Interestingly, exact solution to the ordering problem, or the traveling salesman problem (TSP) in common terminology, is one of the most complex problems, classified under combinatorial optimization. Traveling to n cities (vertices) requires checking (n-1)! possibilities. In my endeavor, 3,000 locations had 4*10^9131 possible solutions. This number is larger than the number of sands in any beach I know of!
This post investigates the performance of R packages: TSP and tspmeta. The results were significantly satisfactory for my use. Particularly, the ability to manipulate data in R is glorious.
TSP-R package does not provide a built-in exact solver but provides following 7 heuristic solutions:
- 2-opt
- Nearest Neighbor
- Repetitive Nearest Neighbor
- Insertion algorithms (nearest, farthest, cheapest and arbitrary)
#1 TPS225.tsp: 225 vertices in 2D
The following code input your TSP225.csv file and outputs your solution and the visualization. The ‘tour’ object generated is a class of TOUR and integer; it contains your solution.
library(tspmeta)
TSP225 <- read.csv("TSP225.csv")
coords.df <- data.frame(long=TSP225$Long, lat=TSP225$Lat)
coords.mx <- as.matrix(coords.df)
# Compute distance matrix
dist.mx <- dist(coords.mx)
# Construct a TSP object
tsp.ins <- tsp_instance(coords.mx, dist.mx )
#
tour <- run_solver(tsp.ins, method="2-opt")
#Plot
autoplot(tsp.ins, tour)
Comparing solutions: Plot below shows the optimal tour length for the 7 heuristic solutions and the exact solution by Concorde. For Concorde solution, I used NEOS-Server hosted at UW-Madison.
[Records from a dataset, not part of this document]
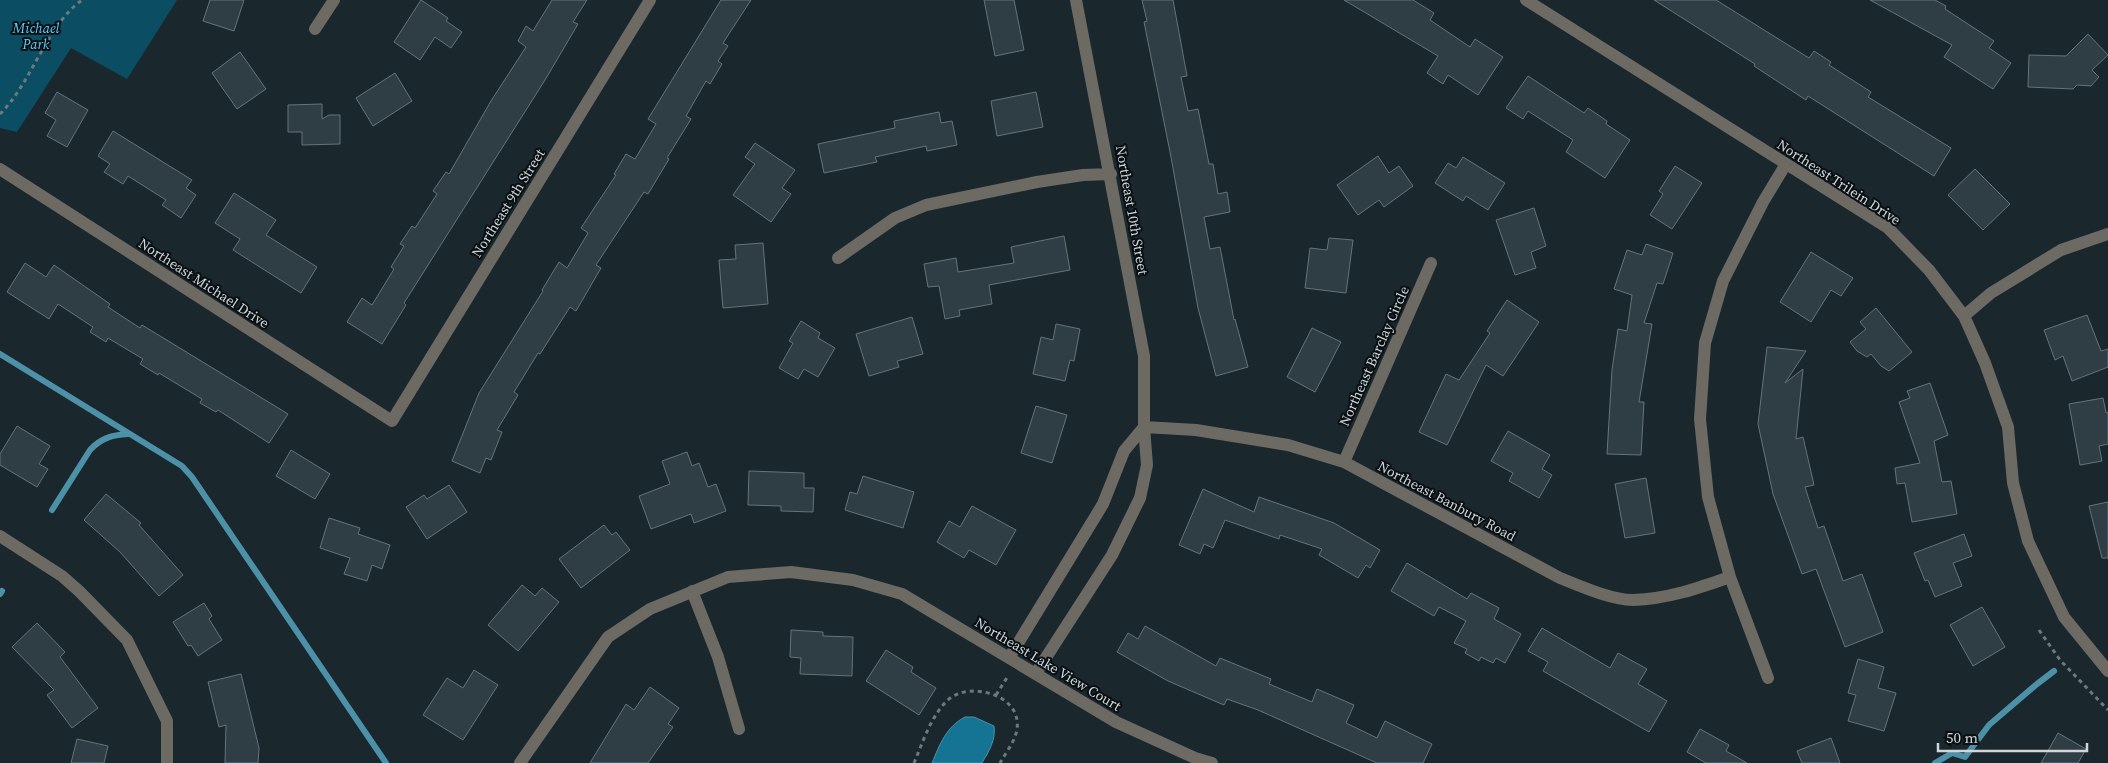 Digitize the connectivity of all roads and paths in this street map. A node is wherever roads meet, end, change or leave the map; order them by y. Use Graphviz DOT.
graph roads {
  1 [pos="82,0"];
  2 [pos="334,0"];
  3 [pos="650,0"];
  4 [pos="1076,0"];
  5 [pos="1526,0"];
  6 [pos="315,29"];
  7 [pos="0,114"];
  8 [pos="1786,164"];
  9 [pos="0,170"];
  10 [pos="1111,174"];
  11 [pos="2108,234"];
  12 [pos="838,258"];
  13 [pos="1431,263"];
  14 [pos="1964,316"];
  15 [pos="392,421"];
  16 [pos="1144,427"];
  17 [pos="1344,462"];
  18 [pos="0,536"];
  19 [pos="1730,577"];
  20 [pos="692,591"];
  21 [pos="2039,630"];
  22 [pos="1013,660"];
  23 [pos="2108,671"];
  24 [pos="1036,673"];
  25 [pos="1768,678"];
  26 [pos="996,695"];
  27 [pos="2108,710"];
  28 [pos="740,729"];
  29 [pos="1194,760"];
  30 [pos="167,763"];
  31 [pos="520,763"];
  32 [pos="914,763"];
  33 [pos="1000,763"];
  34 [pos="1212,763"];
  1 -- 7 [label="path"];
  2 -- 6 [label="street"];
  3 -- 15 [label="street, Northeast 9th Street"];
  4 -- 10 [label="street, Northeast 10th Street"];
  5 -- 8 [label="street, Northeast Trilein Drive"];
  8 -- 14 [label="street, Northeast Trilein Drive"];
  8 -- 19 [label="street"];
  9 -- 15 [label="street, Northeast Michael Drive"];
  10 -- 12 [label="street"];
  10 -- 16 [label="street, Northeast 10th Street"];
  11 -- 14 [label="street"];
  13 -- 17 [label="street, Northeast Barclay Circle"];
  14 -- 23 [label="street, Northeast Trilein Drive"];
  16 -- 17 [label="street, Northeast Banbury Road"];
  16 -- 22 [label="street"];
  16 -- 24 [label="street, Northeast 10th Street"];
  17 -- 19 [label="street, Northeast Banbury Road"];
  18 -- 30 [label="street"];
  19 -- 25 [label="street"];
  20 -- 22 [label="street, Northeast Lake View Court"];
  20 -- 28 [label="street"];
  20 -- 31 [label="street, Northeast Lake View Court"];
  21 -- 27 [label="path"];
  22 -- 24 [label="street, Northeast Lake View Court"];
  22 -- 26 [label="path"];
  24 -- 29 [label="street, Northeast Lake View Court"];
  26 -- 32 [label="path"];
  26 -- 33 [label="path"];
  29 -- 34 [label="street, Northeast Lake View Court"];
} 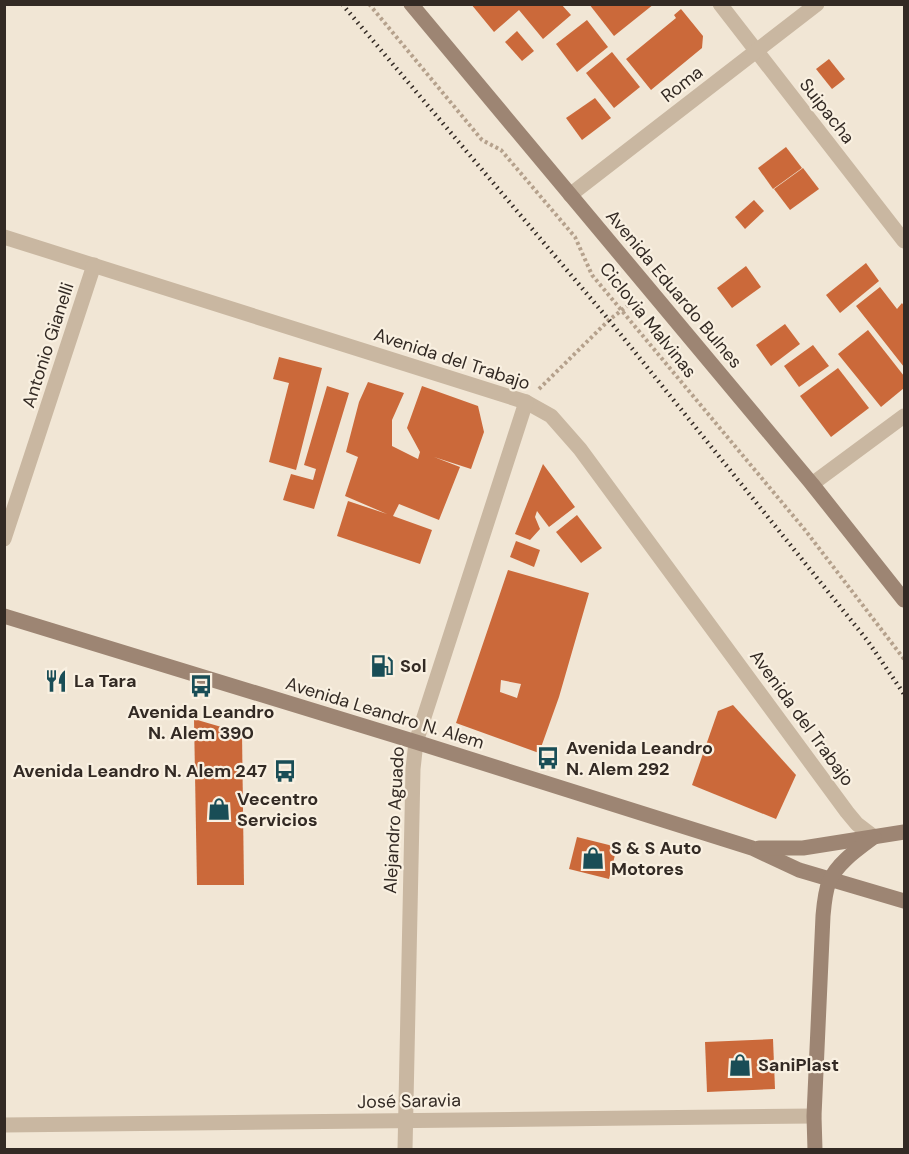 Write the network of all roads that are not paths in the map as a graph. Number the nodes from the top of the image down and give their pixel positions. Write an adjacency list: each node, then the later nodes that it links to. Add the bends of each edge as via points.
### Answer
1 (411, 4): 5 (main road, Avenida Eduardo Bulnes)
2 (720, 4): 4 (street, Suipacha)
3 (817, 4): 4 (street, Roma)
4 (756, 51): 5 (street, Roma); 7 (street, Suipacha)
5 (570, 195): 11 (main road, Avenida Eduardo Bulnes)
6 (4, 237): 8 (street, Avenida del Trabajo)
7 (904, 241)
8 (94, 266): 9 (street, Avenida del Trabajo); 12 (street, Antonio Gianelli)
9 (526, 402): 15 (street, Alejandro Aguado); 17 (street, Avenida del Trabajo, via 550,416 580,449 847,812)
10 (904, 416): 11 (street)
11 (812, 484): 13 (main road, Avenida Eduardo Bulnes)
12 (4, 539)
13 (904, 600)
14 (4, 616): 15 (main road, Avenida Leandro N. Alem)
15 (416, 742): 18 (main road, Avenida Leandro N. Alem); 22 (street, Alejandro Aguado)
16 (904, 832): 17 (main road, Avenida Leandro N. Alem)
17 (874, 837): 18 (main road, Avenida Leandro N. Alem, via 803,848); 19 (main road, via 844,861)
18 (752, 848): 19 (main road, Avenida Leandro N. Alem)
19 (830, 880): 20 (main road, Avenida Leandro N. Alem); 21 (main road, via 823,916)
20 (904, 901)
21 (814, 1116): 22 (street, José Saravia); 25 (main road)
22 (405, 1120): 23 (street, José Saravia); 24 (street, Alejandro Aguado)
23 (4, 1125)
24 (405, 1149)
25 (814, 1149)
methods <- c("nearest_insertion", "farthest_insertion",
"cheapest_insertion", "arbitrary_insertion", "nn", "repetitive_nn",
"2-opt")
tours <- sapply(methods, FUN = function(m) run_solver(tsp.ins, method = m), simplify = FALSE)
dotchart(c(sapply(tours, FUN = attr, "tour_length"), "Concorde, NEOS)" = 3916),
xlab = "Tour length (n=225)", main="Heuristic Solutions vs. Exact (concorde)")
#2 3000 random vertices in 2D
Apparently, as the number of vertices grow, difference between the exact solution and other heuristic solutions grow significantly. 2-opt solutions is closest to the optimal. Repeating 2-opt solution and picking the smallest value got me really close to the exact solution (its not shown below.)